RITS aiuta borsisti a scappare via dai tumulti in Egitto
A cura di Ryan Hyland
Rotary International News -- 14 febbraio 2011
La borsista degli Ambasciatori della Fondazione Rotary Jamie Gajewski stava studiando l’arabo presso l’Università di Alessandria prima dello scoppio dei tumulti civili in Egitto. L’Agenzia di viaggi del Rotary International (RITS) ha aiutato lei e altri quattro borsisti a lasciare il Paese sani e salvi.
Foto per gentile concessione di Jamie Gajewski
L' agenzia di viaggi del Rotary International (RITS) è intervenuta per aiutare la borsista degli Ambasciatori della Fondazione Rotary Jamie Gajewski e quattro altri studenti a lasciare l'Egitto, quando i disordini civili hanno reso pericolosa la loro permanenza per completare la loro borsa di studio.
Gajewski, originaria da Madison, Wisconsin, USA, stava studiando l'arabo presso l'Università di Alessandria. Rotariani e Rotaractiani in Egitto si sono presi cura di lei dal primo momento in cui è arrivata nel Paese cinque mesi fa e fino alla sua partenza. Dopo le manifestazioni di piazza scoppiate il 25 gennaio scorso, il quartiere in cui risiedeva in Alessandria è stato invasa dai carri armati e dai manifestanti.
"Il mio quartiere era un labirinto buio, con vicoli stretti, e di fronte ad ogni edificio c’erano bande di uomini e ragazzi armati con mazze, aste di metallo, coltelli e pistole, che proteggono i loro negozi e le loro famiglie dai saccheggiatori ", ha raccontato Gajewski. "Nel corso di una nottata, questo quartiere calmo e sicuro è diventato instabile e pericoloso".
Gajewski ha raccontato che dopo che gli stranieri erano stati invitati a lasciare il Paese, le interruzioni del servizio di internet e telefonia mobile hanno reso difficile ottenere informazioni sulle evacuazioni.
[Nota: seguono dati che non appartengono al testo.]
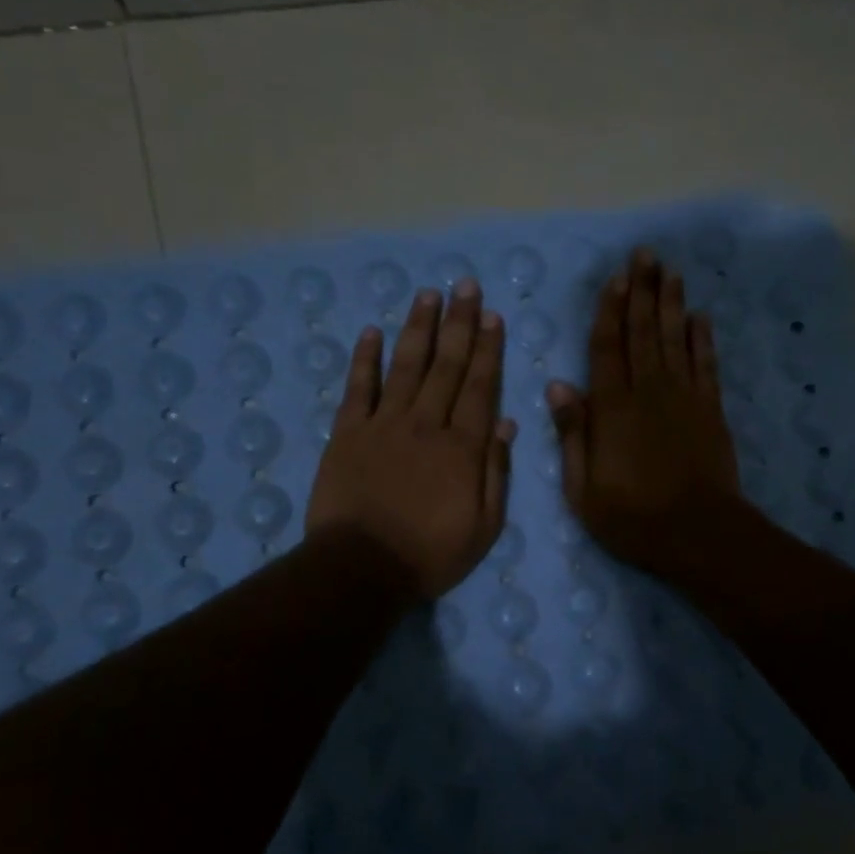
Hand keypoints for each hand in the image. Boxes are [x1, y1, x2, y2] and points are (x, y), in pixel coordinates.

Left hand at [307, 280, 516, 600]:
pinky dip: (365, 359)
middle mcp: (425, 424)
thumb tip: (507, 424)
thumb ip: (496, 473)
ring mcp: (383, 425)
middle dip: (459, 323)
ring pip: (405, 366)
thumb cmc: (430, 554)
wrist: (361, 569)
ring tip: (428, 294)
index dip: (487, 349)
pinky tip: (372, 332)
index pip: (479, 386)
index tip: (492, 316)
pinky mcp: (347, 434)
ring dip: (418, 328)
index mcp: (462, 447)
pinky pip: (358, 388)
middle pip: (446, 365)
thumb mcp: (484, 526)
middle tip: (465, 285)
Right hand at [548, 249, 745, 579]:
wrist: (698, 532)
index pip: (607, 347)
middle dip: (643, 291)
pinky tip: (700, 317)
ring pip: (675, 339)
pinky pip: (706, 364)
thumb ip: (572, 433)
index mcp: (612, 408)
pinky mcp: (710, 410)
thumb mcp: (582, 488)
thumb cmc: (632, 516)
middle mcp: (648, 391)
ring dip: (671, 303)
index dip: (610, 310)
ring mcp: (684, 397)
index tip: (614, 278)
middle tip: (645, 255)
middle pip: (643, 332)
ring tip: (670, 271)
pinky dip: (703, 338)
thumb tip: (559, 384)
"Avevo cominciato a ricevere telefonate da amici egiziani e stranieri preoccupati, provenienti da varie parti del la città", ha continuato a dire "ed alcuni nostri amici, tra cui dei Rotaractiani, hanno cominciato ad elaborare un piano per allontanarci dal nostro appartamento e portarci in una zona più sicura".
Utilizzando un telefono fisso, Gajewski è stata in grado di contattare la madre, Janet, che a sua volta ha contattato il RITS. Entro 24 ore, il RITS aveva organizzato il trasporto per l'aeroporto e aveva prenotato un biglietto aereo per il Kuwait. Inoltre, è riuscito a prenotare i voli fuori dal Paese per gli altri quattro borsisti del Rotary.
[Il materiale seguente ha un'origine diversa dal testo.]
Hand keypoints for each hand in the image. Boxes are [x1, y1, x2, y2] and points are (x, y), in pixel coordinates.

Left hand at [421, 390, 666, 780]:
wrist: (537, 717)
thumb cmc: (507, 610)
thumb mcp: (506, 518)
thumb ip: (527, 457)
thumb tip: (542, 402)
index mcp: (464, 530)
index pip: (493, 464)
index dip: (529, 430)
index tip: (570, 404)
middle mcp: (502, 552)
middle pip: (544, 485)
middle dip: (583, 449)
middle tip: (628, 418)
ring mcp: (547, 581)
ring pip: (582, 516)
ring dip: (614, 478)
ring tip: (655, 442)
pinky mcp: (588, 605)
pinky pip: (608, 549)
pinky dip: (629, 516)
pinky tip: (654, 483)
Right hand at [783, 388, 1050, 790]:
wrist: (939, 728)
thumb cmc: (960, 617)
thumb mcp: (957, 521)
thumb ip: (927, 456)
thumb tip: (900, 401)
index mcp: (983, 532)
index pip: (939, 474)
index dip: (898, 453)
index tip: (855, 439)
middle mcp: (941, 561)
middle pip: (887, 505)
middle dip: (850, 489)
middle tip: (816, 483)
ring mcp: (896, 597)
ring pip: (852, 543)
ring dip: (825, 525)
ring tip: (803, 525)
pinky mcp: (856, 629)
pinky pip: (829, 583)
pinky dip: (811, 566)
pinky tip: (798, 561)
"Era molto pericoloso avere una comunicazione affidabile con qualcuno. Dal momento che il servizio internet era stato interrotto, tutto ciò che ho portato con me all'aeroporto era foglietto di carta con su scritto il numero del mio biglietto aereo", ha deto la Gajewski. "Nel giro di poche ore, sono arrivata in Kuwait ed ho proseguito il mio viaggio per la Germania, Belgio, e infine Francia. Sono stata molta fortunata a poter contare sul Rotary per tirarmi fuori da quella situazione".
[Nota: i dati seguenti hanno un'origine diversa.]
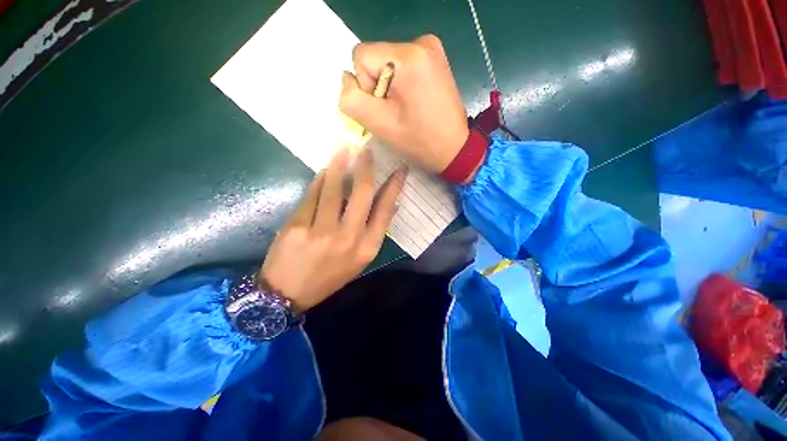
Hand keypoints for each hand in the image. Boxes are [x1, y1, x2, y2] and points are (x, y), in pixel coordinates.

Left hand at [260, 148, 406, 311]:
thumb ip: (374, 231)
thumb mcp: (359, 259)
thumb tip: (391, 205)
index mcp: (367, 248)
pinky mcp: (297, 227)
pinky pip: (312, 196)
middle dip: (366, 168)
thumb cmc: (329, 275)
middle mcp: (349, 238)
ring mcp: (322, 232)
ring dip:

Gajewski ha affermato che è diventata una buona amica con i Rotariani e Rotaractiani egiziani che ha incontrato. "Sono stati coinvolti in ogni aspetto della mia vita", ha detto. "Non è mai passato un giorno senza una telefonata, un’email o una visita personale da parte di qualcuno. È stato davvero confortante sapere che erano lì quando le cose andavano male".
Lei ha detto che il Rotary ha una forte presenza in Egitto, ed i Rotariani stanno già intervenendo per aiutare nelle zone colpite. I soci del club stanno anche distribuendo cibo alle famiglie bisognose.
Gajewski riconosce che è improbabile che lei sarà in grado di tornare in Egitto. In base al suo programma di studi lei finirà la sua borsa di studio presso l'Università di Granada in Spagna.
"Mi sarebbe piaciuto poter dire addio ai miei amici nel modo in cui avrei voluto", ha detto. "Mi preoccupo per la loro sicurezza. Spero che gli egiziani possano raggiungere i loro obiettivi in modo pacifico e far sì che il Paese ritorni alla stabilità".